**DIRECTIONS FOR THIS TASK:** Set all the entries down once more, with nothing altered.

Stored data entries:
*** Block opens ***

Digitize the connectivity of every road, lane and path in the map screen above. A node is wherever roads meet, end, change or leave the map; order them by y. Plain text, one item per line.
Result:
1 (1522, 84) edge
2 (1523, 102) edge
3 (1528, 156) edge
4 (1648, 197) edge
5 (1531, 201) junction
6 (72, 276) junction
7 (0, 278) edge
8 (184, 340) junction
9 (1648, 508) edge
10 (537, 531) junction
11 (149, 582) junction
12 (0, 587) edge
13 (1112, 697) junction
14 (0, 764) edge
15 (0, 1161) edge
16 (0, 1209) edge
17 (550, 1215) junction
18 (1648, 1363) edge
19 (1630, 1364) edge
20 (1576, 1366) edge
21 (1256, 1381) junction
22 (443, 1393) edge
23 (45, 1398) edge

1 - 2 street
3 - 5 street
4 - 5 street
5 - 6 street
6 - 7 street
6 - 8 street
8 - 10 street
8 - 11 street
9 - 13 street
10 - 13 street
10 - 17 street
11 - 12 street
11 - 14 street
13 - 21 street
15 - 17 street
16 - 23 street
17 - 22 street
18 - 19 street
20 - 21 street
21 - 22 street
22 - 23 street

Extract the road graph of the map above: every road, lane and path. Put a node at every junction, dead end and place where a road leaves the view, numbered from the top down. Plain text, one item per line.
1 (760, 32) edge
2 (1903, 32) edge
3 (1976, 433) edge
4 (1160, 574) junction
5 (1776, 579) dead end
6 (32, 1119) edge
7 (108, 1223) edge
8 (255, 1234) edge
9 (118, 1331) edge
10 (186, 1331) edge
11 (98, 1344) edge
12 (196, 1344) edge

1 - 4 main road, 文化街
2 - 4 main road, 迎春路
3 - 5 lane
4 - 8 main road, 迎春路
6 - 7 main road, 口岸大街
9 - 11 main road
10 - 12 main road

*** Block closes ***

**REPLY TO THE TASK:**
Digitize the connectivity of every road, lane and path in the map screen above. A node is wherever roads meet, end, change or leave the map; order them by y. Plain text, one item per line.
Result:
1 (1522, 84) edge
2 (1523, 102) edge
3 (1528, 156) edge
4 (1648, 197) edge
5 (1531, 201) junction
6 (72, 276) junction
7 (0, 278) edge
8 (184, 340) junction
9 (1648, 508) edge
10 (537, 531) junction
11 (149, 582) junction
12 (0, 587) edge
13 (1112, 697) junction
14 (0, 764) edge
15 (0, 1161) edge
16 (0, 1209) edge
17 (550, 1215) junction
18 (1648, 1363) edge
19 (1630, 1364) edge
20 (1576, 1366) edge
21 (1256, 1381) junction
22 (443, 1393) edge
23 (45, 1398) edge

1 - 2 street
3 - 5 street
4 - 5 street
5 - 6 street
6 - 7 street
6 - 8 street
8 - 10 street
8 - 11 street
9 - 13 street
10 - 13 street
10 - 17 street
11 - 12 street
11 - 14 street
13 - 21 street
15 - 17 street
16 - 23 street
17 - 22 street
18 - 19 street
20 - 21 street
21 - 22 street
22 - 23 street

Extract the road graph of the map above: every road, lane and path. Put a node at every junction, dead end and place where a road leaves the view, numbered from the top down. Plain text, one item per line.
1 (760, 32) edge
2 (1903, 32) edge
3 (1976, 433) edge
4 (1160, 574) junction
5 (1776, 579) dead end
6 (32, 1119) edge
7 (108, 1223) edge
8 (255, 1234) edge
9 (118, 1331) edge
10 (186, 1331) edge
11 (98, 1344) edge
12 (196, 1344) edge

1 - 4 main road, 文化街
2 - 4 main road, 迎春路
3 - 5 lane
4 - 8 main road, 迎春路
6 - 7 main road, 口岸大街
9 - 11 main road
10 - 12 main road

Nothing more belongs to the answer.